*** Opening Data under study ***

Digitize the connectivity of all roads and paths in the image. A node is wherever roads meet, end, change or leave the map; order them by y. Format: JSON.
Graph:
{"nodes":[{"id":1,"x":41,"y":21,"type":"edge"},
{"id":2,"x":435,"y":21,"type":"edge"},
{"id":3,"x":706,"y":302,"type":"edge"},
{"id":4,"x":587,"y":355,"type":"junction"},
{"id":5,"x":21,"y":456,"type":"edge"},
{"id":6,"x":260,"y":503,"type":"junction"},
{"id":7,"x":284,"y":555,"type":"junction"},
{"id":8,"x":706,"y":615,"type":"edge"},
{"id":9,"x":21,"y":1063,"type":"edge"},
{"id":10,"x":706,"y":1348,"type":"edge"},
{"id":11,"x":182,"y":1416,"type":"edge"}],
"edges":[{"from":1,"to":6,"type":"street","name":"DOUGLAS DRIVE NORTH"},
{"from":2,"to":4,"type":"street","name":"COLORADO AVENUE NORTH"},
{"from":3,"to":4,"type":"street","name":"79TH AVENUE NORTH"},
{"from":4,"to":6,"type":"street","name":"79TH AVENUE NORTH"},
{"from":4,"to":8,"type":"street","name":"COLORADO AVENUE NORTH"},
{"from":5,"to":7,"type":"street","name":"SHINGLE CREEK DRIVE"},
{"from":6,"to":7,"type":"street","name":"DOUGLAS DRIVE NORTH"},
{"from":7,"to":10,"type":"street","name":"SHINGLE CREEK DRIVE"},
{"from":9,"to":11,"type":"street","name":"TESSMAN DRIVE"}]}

*** Closing Data under study ***
*** Opening Data under study ***

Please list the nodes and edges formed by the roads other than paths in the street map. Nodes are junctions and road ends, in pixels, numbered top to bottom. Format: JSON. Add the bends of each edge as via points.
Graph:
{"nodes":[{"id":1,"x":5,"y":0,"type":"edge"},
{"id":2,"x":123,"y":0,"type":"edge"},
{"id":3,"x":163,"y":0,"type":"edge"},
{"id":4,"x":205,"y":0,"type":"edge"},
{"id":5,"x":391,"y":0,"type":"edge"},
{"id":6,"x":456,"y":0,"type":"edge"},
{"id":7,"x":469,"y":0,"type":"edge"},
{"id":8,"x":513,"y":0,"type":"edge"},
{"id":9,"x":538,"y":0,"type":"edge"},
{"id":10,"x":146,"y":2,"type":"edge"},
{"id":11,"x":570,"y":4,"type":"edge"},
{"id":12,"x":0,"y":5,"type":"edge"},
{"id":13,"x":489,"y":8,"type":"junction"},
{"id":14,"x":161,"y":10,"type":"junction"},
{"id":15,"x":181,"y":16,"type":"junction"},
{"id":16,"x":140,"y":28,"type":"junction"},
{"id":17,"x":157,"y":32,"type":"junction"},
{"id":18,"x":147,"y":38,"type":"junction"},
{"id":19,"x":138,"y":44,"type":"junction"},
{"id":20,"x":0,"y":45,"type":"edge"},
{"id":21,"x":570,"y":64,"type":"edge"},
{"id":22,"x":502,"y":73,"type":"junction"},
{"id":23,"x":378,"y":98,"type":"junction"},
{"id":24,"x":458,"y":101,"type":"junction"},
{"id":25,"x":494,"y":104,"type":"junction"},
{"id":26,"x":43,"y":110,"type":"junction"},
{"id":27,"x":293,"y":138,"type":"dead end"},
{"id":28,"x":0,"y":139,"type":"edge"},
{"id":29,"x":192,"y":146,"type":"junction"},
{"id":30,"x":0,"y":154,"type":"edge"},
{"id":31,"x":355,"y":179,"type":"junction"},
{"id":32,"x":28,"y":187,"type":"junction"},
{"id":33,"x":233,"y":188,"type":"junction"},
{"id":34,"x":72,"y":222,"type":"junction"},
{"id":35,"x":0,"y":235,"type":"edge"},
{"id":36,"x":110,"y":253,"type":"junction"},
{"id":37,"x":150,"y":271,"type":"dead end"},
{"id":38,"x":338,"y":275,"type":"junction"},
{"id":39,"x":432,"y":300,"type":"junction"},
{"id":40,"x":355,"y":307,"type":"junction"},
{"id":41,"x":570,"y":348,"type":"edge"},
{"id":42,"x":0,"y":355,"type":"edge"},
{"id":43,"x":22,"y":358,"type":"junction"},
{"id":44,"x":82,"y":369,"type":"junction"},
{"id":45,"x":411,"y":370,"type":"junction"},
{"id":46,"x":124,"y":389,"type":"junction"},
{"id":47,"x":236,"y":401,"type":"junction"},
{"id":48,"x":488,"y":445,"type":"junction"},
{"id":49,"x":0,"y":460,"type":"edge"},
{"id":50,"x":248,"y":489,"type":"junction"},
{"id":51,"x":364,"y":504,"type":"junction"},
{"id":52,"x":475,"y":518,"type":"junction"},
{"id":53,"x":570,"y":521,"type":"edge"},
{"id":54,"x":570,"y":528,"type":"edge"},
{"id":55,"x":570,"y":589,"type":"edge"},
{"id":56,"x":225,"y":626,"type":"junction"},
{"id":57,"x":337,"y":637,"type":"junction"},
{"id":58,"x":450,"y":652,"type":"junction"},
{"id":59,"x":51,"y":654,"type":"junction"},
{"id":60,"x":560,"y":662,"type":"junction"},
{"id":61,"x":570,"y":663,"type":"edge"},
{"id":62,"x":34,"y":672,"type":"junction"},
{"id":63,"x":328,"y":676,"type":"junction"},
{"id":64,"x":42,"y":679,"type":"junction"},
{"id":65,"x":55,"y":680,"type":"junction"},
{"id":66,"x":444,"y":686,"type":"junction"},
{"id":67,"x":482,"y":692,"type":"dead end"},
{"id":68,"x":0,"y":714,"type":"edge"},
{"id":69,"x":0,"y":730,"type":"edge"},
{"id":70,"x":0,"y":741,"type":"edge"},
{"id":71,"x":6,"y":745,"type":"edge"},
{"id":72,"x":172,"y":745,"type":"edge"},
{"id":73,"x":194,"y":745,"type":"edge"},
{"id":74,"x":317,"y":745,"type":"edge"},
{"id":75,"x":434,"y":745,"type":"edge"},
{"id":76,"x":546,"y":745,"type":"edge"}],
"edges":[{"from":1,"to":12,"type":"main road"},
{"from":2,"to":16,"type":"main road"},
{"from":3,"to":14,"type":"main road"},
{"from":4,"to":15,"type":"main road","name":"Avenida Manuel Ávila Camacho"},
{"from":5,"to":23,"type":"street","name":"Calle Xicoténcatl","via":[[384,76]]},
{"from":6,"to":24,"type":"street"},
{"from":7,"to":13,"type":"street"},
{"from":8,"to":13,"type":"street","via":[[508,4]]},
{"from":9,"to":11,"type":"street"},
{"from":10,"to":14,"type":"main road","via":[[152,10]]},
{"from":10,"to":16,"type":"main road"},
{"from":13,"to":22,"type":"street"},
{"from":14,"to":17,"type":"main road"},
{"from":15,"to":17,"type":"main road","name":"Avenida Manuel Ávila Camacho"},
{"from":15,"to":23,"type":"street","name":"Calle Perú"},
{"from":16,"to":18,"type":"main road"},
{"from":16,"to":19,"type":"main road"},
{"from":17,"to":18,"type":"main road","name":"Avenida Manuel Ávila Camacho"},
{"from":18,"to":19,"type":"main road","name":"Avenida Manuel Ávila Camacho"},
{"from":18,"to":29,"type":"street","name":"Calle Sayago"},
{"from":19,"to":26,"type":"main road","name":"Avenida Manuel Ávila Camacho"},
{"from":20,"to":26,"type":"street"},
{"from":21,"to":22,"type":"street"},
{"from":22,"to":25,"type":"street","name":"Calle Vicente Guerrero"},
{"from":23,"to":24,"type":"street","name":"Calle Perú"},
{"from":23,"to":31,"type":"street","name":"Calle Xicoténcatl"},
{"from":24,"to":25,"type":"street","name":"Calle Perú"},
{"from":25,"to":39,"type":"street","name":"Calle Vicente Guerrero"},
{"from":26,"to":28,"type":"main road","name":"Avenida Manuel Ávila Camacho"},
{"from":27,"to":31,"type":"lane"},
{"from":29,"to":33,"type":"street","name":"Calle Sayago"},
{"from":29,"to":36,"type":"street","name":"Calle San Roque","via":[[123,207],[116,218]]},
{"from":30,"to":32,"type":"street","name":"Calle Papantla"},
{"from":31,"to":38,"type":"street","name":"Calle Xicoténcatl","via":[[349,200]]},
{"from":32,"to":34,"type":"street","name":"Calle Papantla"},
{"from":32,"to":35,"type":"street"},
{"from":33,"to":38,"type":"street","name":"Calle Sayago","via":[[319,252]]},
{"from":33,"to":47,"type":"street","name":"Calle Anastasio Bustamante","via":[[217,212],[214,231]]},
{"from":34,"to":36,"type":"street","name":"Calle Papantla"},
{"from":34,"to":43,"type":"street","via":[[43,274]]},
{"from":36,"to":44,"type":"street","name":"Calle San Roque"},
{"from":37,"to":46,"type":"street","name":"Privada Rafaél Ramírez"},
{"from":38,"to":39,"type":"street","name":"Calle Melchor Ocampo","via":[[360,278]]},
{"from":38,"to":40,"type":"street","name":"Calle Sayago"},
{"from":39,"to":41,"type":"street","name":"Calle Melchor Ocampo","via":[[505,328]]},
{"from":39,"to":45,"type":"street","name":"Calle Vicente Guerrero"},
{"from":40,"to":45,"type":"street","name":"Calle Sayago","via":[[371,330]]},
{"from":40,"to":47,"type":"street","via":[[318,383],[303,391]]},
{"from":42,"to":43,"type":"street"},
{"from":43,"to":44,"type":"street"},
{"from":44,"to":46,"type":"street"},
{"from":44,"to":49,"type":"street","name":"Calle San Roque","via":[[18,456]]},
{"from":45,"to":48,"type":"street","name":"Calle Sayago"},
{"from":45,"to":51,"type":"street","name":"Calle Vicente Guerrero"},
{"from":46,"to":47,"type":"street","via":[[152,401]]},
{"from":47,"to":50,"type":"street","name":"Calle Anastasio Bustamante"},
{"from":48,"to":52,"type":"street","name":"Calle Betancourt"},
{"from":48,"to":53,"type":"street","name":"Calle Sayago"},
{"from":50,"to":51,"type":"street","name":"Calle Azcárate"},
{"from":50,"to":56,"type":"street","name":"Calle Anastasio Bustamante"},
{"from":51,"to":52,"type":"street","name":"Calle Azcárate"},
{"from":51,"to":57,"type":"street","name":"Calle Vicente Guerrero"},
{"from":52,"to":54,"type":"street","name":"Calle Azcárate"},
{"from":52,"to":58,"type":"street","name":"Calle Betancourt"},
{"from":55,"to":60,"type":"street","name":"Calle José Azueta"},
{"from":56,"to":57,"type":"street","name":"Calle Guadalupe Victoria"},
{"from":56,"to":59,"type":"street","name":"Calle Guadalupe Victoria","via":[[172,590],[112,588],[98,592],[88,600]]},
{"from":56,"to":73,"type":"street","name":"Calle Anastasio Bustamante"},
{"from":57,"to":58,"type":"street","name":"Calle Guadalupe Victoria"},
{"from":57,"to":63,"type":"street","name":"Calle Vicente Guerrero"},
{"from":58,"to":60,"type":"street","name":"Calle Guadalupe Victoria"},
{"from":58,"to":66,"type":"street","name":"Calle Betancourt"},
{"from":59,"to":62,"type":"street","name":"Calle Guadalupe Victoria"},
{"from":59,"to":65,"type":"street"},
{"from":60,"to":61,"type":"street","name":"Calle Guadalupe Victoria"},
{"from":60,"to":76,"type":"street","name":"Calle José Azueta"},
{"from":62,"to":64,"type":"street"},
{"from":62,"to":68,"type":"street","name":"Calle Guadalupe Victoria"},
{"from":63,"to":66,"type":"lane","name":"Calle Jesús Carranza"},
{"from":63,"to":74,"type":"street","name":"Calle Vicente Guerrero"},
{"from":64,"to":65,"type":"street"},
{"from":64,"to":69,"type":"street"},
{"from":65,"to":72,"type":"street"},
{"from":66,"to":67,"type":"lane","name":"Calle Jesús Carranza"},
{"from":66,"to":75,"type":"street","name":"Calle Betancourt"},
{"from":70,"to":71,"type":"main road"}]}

*** Closing Data under study ***

**Problem statement:**
Read the entries and show each line that mentions "DOUGLAS".

**Written solution:**
"edges":[{"from":1,"to":6,"type":"street","name":"DOUGLAS DRIVE NORTH"},
{"from":6,"to":7,"type":"street","name":"DOUGLAS DRIVE NORTH"},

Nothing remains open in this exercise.